For the first time I saw the progress that my discontent had spawned.
I know I am still not a bestselling author, but I touched someone’s heart, I made someone think differently or get closure or reconsider a certain relationship or just someone who read my words and was moved by it. To the world this may mean nothing, but to me this means everything, this is what I’ve always wanted and this is what I believe my “job” should be. Just these comments or shares mean more to me than any other reward or promotion I’ve ever gotten. I’ve always wanted to feel like what I am doing is meaningful and has a direct impact on someone’s life. I know that not everyone will be a fan of my writing, and I may or may make it on the bestsellers list but I feel like I am on the right path at least, a path that makes me content about what I am doing.
If it wasn’t for my discontent, I would’ve stayed stuck in a job I loathed wondering what life looks like on the other side.
Had I neglected the frustrated and the discontented voices in my head, I would’ve never transformed my life in a way that makes me look forward to tomorrow.

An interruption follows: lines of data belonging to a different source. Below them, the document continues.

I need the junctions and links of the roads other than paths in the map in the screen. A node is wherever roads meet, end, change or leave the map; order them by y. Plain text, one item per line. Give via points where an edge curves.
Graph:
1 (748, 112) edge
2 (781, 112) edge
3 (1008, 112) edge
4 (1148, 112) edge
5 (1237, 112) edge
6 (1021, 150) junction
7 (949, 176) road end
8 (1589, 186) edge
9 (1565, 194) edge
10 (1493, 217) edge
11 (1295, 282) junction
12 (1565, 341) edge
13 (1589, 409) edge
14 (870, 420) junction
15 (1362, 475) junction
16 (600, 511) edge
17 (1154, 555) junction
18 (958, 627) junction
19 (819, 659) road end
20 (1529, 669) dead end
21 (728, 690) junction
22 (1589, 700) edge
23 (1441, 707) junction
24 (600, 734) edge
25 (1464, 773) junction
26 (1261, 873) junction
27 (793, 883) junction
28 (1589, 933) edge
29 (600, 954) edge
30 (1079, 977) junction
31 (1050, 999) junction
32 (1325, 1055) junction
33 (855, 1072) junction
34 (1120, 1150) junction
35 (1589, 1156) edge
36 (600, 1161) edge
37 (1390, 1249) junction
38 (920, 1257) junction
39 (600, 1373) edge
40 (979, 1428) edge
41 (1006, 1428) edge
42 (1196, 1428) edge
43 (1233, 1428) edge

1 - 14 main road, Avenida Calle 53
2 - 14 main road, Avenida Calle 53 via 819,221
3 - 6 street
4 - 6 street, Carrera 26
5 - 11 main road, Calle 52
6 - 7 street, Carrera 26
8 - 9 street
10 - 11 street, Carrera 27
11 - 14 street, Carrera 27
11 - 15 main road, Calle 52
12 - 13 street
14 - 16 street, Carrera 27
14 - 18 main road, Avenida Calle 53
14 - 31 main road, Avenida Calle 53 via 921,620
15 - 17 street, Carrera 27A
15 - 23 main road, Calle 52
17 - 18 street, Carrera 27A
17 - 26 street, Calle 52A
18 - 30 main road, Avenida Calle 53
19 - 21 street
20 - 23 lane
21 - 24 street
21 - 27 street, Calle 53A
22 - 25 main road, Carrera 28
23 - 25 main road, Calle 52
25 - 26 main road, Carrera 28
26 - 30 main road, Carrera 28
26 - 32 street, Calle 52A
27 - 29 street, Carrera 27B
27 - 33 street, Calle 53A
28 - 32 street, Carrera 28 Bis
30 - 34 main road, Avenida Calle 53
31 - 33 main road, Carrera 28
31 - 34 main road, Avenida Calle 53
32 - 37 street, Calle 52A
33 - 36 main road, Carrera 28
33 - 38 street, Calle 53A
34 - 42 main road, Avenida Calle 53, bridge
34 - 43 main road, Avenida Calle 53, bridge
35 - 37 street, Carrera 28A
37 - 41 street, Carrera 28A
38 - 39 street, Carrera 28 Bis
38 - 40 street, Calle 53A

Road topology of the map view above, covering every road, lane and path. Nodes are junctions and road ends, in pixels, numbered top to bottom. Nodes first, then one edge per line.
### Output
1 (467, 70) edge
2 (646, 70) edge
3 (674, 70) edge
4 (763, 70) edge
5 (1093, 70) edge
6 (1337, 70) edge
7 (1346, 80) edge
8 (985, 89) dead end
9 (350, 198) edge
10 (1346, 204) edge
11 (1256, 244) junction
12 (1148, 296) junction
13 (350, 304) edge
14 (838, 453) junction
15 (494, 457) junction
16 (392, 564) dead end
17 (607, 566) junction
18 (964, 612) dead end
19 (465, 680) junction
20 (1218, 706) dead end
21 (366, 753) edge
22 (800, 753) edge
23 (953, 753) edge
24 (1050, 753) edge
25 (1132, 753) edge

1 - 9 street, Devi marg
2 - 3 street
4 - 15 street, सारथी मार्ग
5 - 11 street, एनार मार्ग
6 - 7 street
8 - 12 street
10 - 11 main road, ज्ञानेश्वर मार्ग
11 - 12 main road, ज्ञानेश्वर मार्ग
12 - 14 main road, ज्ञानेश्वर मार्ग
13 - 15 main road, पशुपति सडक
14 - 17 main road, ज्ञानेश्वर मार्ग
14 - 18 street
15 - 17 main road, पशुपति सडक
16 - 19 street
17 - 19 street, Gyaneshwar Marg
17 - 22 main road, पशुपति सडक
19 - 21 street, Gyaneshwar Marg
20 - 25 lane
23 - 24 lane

Discontent is the first necessity of progress and the journey of a thousand miles begins with one step. I want to be able to look back on my life and say I tried to reach the 1,000 miles of my journey, I tried to finish every mile. Whether I make it to 1,000 miles or not, I am happy I took a few steps and I want to keep taking more steps and keep accumulating miles. I hope my story inspires people, I hope I make someone happy, and if this is truly my calling, if this is what I am born to do, if this is my message on this earth, I hope I deliver it in the best way possible. But more than anything, I hope I always listen to my discontent because this is where the magic begins.